How about “Hee Haw” for musical inspiration?
Grand Rapids’ The Jukejoint Handmedowns point to the ‘70s variety show hosted by country legends Buck Owens and Roy Clark as a major influence on their “big tent American roots” form of honky-tonk-styled, cry-in-your-beer music.
Of course, Tim Foley, who plays stand-up bass in the quartet, also credits his discovery of a Hank Williams songbook about a decade ago for piquing his interest in throwback country strains. As he flipped from page to page, he realized “there wasn’t a dud in there.”
The same might be said for the Jukejoint Handmedowns’ repertoire, which spills over with smile-inducing lyrical hooks and plenty of twang, along with covers of classic country tunes and American standards.
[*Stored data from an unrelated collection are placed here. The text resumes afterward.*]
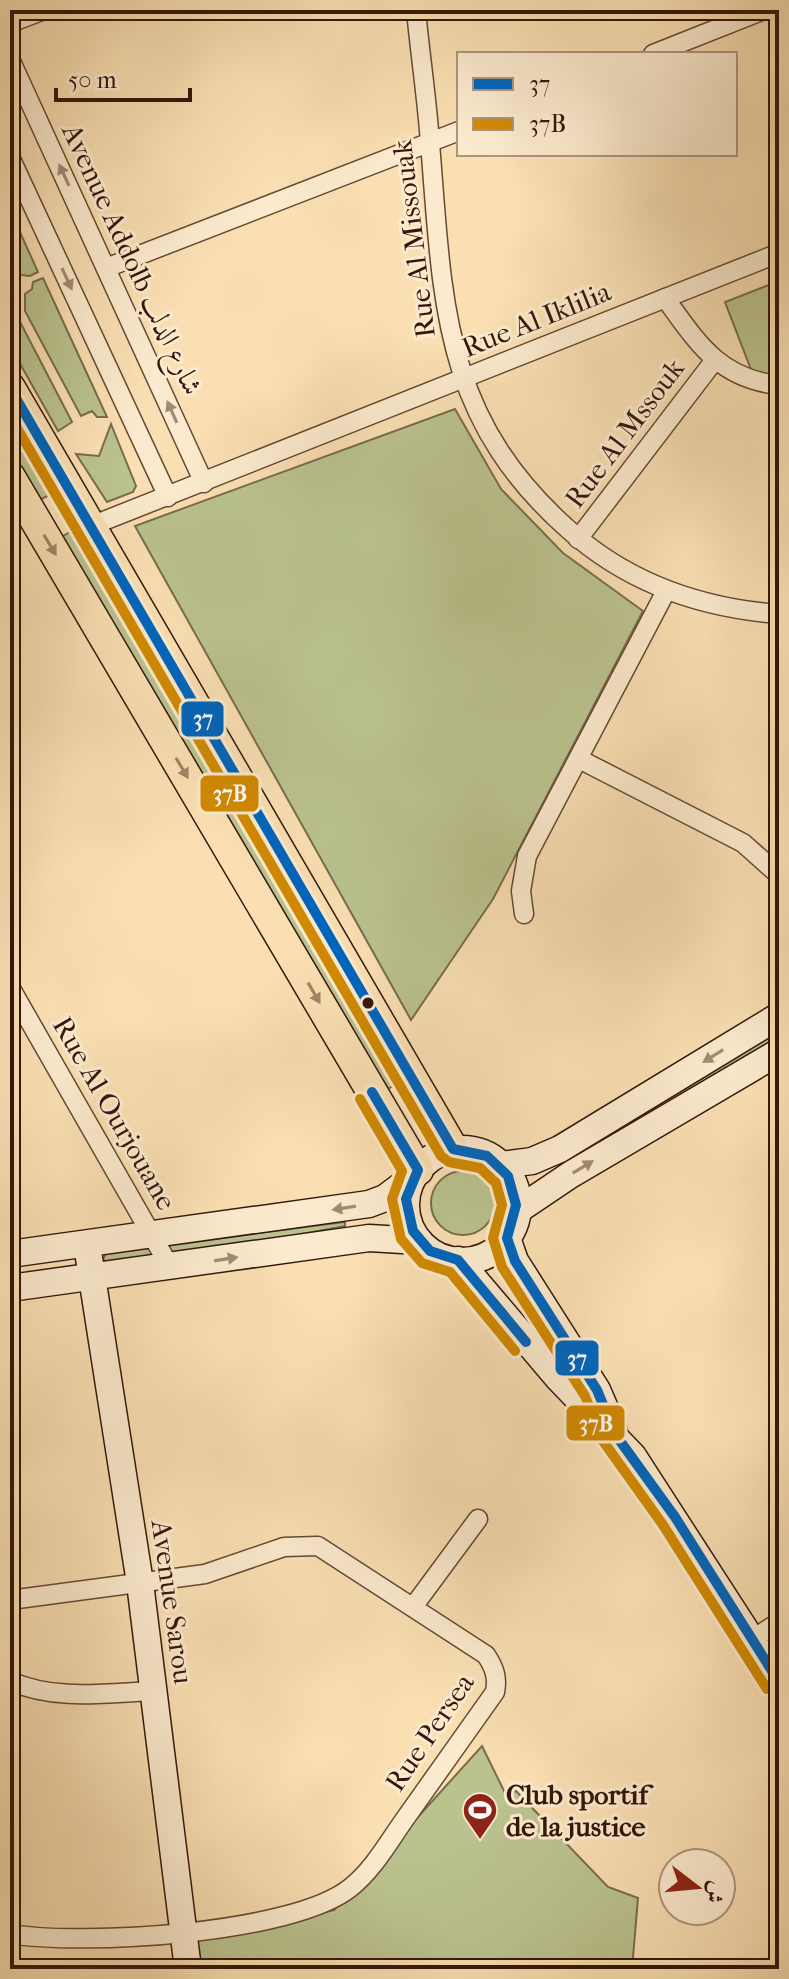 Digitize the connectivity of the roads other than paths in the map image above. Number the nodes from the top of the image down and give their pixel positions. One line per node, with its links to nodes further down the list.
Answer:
1 (44, 10): 4 (street)
2 (416, 10): 8 (street, Rue Al Missouak)
3 (764, 10): 5 (street)
4 (10, 23)
5 (658, 52)
6 (10, 59): 11 (street, Avenue Addolb شارع الدلب, one-way to 6)
7 (457, 132): 8 (street)
8 (430, 142): 11 (street); 14 (street, Rue Al Missouak)
9 (10, 157): 19 (street, one-way to 19)
10 (779, 253): 12 (street, Rue Al Iklilia)
11 (106, 268): 18 (street, Avenue Addolb شارع الدلب, one-way to 11)
12 (665, 298): 13 (street); 14 (street, Rue Al Iklilia)
13 (714, 361): 15 (street); 21 (street, Rue Al Mssouk)
14 (462, 378): 18 (street, Rue Al Iklilia); 21 (street, Rue Al Missouak)
15 (779, 385)
16 (10, 388): 20 (main road)
17 (10, 477): 32 (main road, one-way to 32)
18 (204, 483): 19 (street, Rue Al Iklilia)
19 (168, 497): 20 (street, Rue Al Iklilia)
20 (91, 526): 30 (main road)
21 (578, 539): 22 (street, Rue Al Missouak)
22 (666, 591): 23 (street, Rue Al Missouak); 24 (street)
23 (779, 614)
24 (579, 759): 25 (street); 26 (street)
25 (779, 875)
26 (524, 914)
27 (10, 987): 34 (street, Rue Al Ourjouane)
28 (779, 1016): 31 (main road, one-way to 31)
29 (779, 1052): 33 (main road, one-way to 29)
30 (453, 1149): 31 (main road); 32 (main road)
31 (502, 1165): 33 (main road)
32 (416, 1174): 34 (main road, one-way to 34); 36 (main road)
33 (518, 1210): 35 (main road)
34 (155, 1236): 37 (main road); 40 (street, Rue Al Ourjouane)
35 (507, 1238): 39 (main road); 43 (main road)
36 (419, 1241): 39 (main road); 40 (main road, one-way to 36)
37 (87, 1245): 38 (main road); 41 (main road, Avenue Sarou)
38 (10, 1254)
39 (458, 1260): 43 (main road)
40 (170, 1267): 41 (main road)
41 (92, 1278): 42 (main road); 45 (main road, Avenue Sarou)
42 (10, 1288)
43 (615, 1434): 49 (main road)
44 (478, 1519): 47 (street)
45 (140, 1583): 46 (street, Rue Persea); 47 (street, Rue Persea); 52 (main road, Avenue Sarou)
46 (10, 1600)
47 (413, 1607): 53 (street, Rue Persea)
48 (779, 1622): 49 (street)
49 (751, 1640): 51 (main road)
50 (10, 1681): 52 (street)
51 (779, 1682)
52 (153, 1691): 53 (main road, Avenue Sarou)
53 (183, 1931): 54 (street); 55 (main road, Avenue Sarou)
54 (10, 1934)
55 (188, 1969) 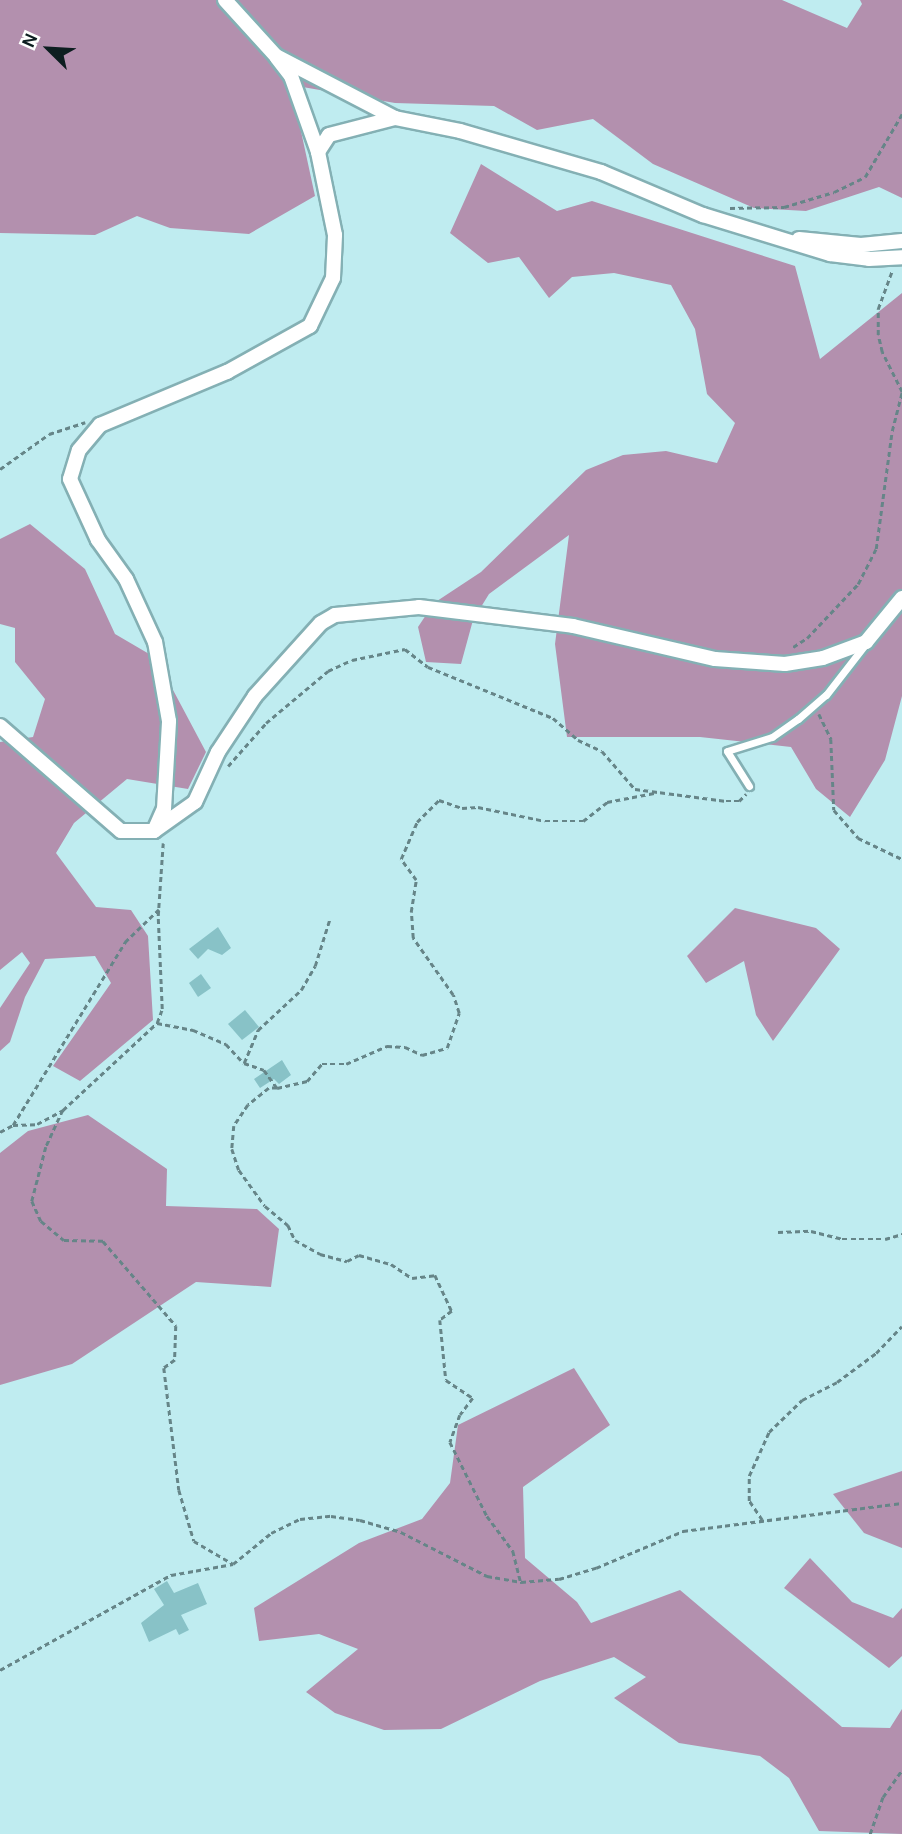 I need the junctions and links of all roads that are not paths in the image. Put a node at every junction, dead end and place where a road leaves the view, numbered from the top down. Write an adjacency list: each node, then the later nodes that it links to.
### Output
1 (225, 0): 2 (street)
2 (276, 56): 3 (street); 4 (street)
3 (395, 118): 4 (street); 5 (street)
4 (318, 152): 12 (street)
5 (781, 239): 6 (street); 7 (street)
6 (902, 241)
7 (899, 258)
8 (902, 598): 9 (street)
9 (866, 642): 11 (lane); 12 (street)
10 (0, 726): 12 (street)
11 (749, 786)
12 (159, 829) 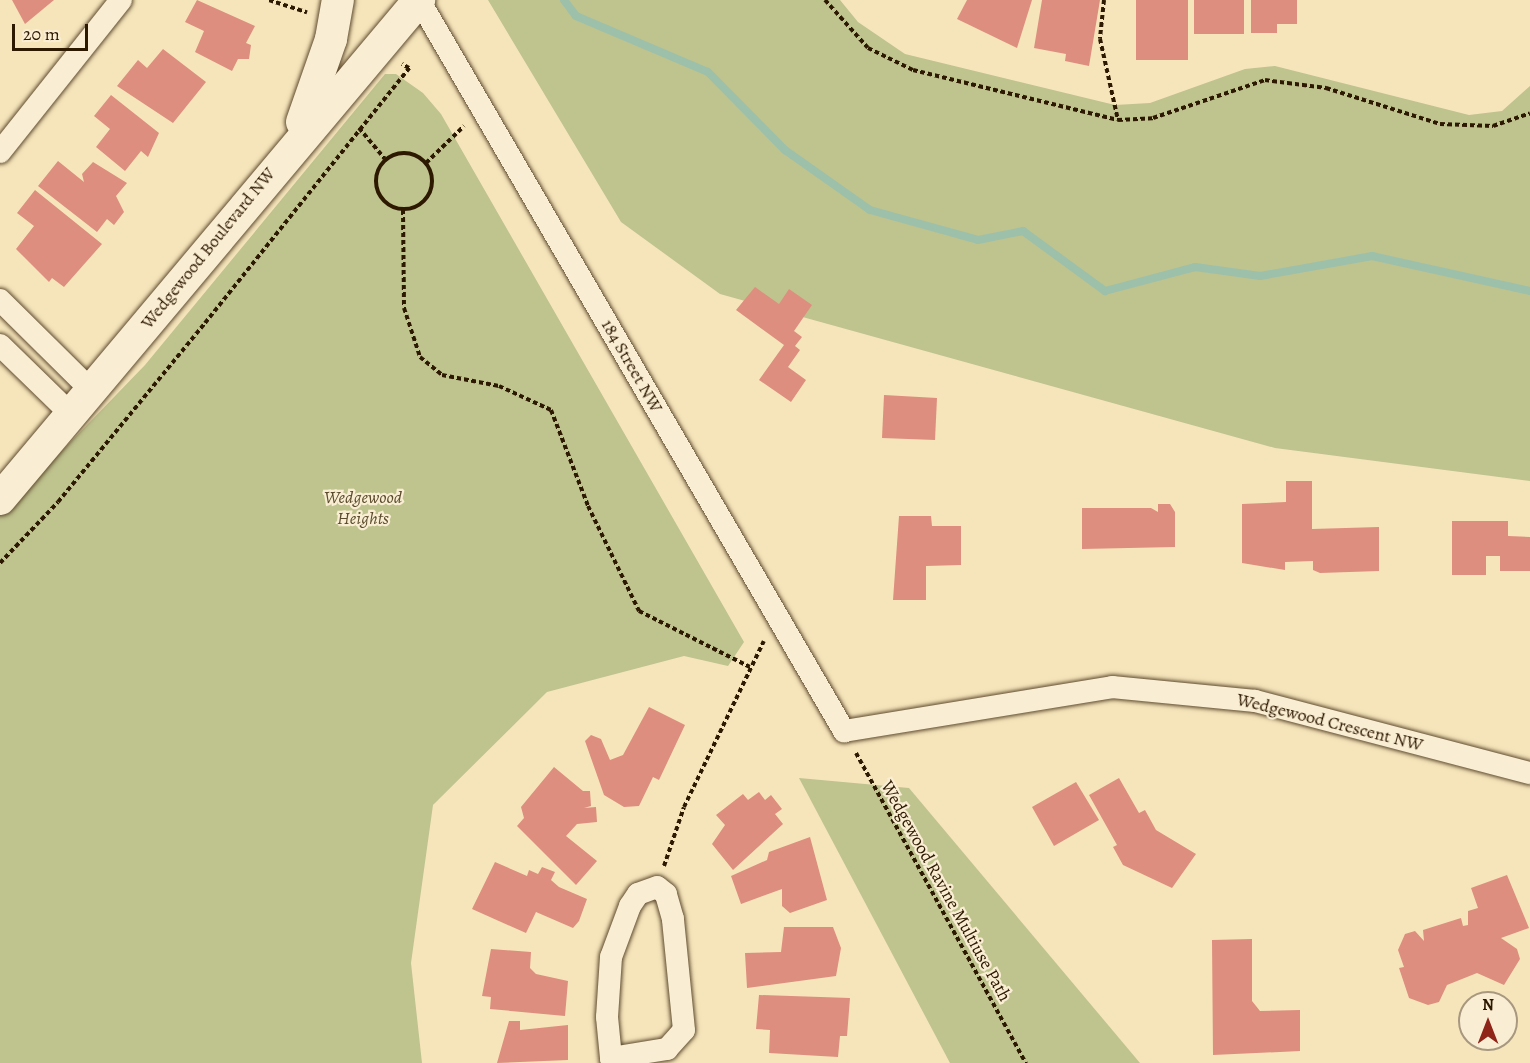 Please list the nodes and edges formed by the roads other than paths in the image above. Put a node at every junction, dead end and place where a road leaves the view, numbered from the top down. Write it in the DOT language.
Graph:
graph roads {
  1 [pos="121,0"];
  2 [pos="338,0"];
  3 [pos="419,0"];
  4 [pos="294,143"];
  5 [pos="0,152"];
  6 [pos="0,300"];
  7 [pos="0,345"];
  8 [pos="91,390"];
  9 [pos="71,414"];
  10 [pos="0,500"];
  11 [pos="844,731"];
  12 [pos="1530,773"];
  13 [pos="611,1061"];
  1 -- 5 [label="street"];
  2 -- 4 [label="street"];
  3 -- 4 [label="street, Wedgewood Boulevard NW"];
  3 -- 11 [label="street, 184 Street NW"];
  4 -- 8 [label="street, Wedgewood Boulevard NW"];
  6 -- 8 [label="street"];
  7 -- 9 [label="street"];
  8 -- 9 [label="street, Wedgewood Boulevard NW"];
  9 -- 10 [label="street, Wedgewood Boulevard NW"];
  11 -- 12 [label="street, Wedgewood Crescent NW"];
  13 -- 13 [label="street"];
}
First launched in 2010 as a duo by Foley and guitarist Nate James, the band later added Paul Harris on pedal-steel guitar and Craig Van Otteren (from The Willeys) on mandolin, further enhancing its striking harmonies and foot-stomping approach.
The band released its first album, “Everything But the Squeal,” earlier this year, filled with catch country-fied nuggets such as “Busy Being Lonesome,” “One More Shot” and “Don’t Wait Up.”
The foursome packed into the studios of News Talk 1340 AM this week for Local Spins Live, squeezing a stand-up bass, pedal-steel guitar, acoustic guitar and mandolin into the intimate confines to perform a harmony-spiced rendition of “Oh So Blue,” which was written by James.
You can listen to the entire podcast here, and watch a video of the band’s performance below. (And check out a story and video of last week’s Local Spins Live guest, renowned bluesman Donald Kinsey, by clicking here.)
Better yet, catch the Jukejoint Handmedowns “rat-kickin’ ” live show when they open for Lucky Tubb & the Modern Day Troubadours at the Tip Top Deluxe Bar & Grill on Aug. 3. They also play Gun Lake Casino on Aug. 9.
“Hee Haw” and Williams aside, the band also cites everything from Willie Nelson and Johnny Cash to Little Jimmy Dickens and the Asylum Street Spankers as influences, with “drinkin’, cheatin’, honky tonkin’, pinin’ for mother, ropin’, ridin’, doin’ time, trains, and cryin’ in our beer” as interests.
Clearly, a sense of humor helps drive this rusty ol’ musical truck, along with a healthy dose of passion for an American art form that’s enjoyed a bit of a resurgence as of late. Mainstream country it’s not.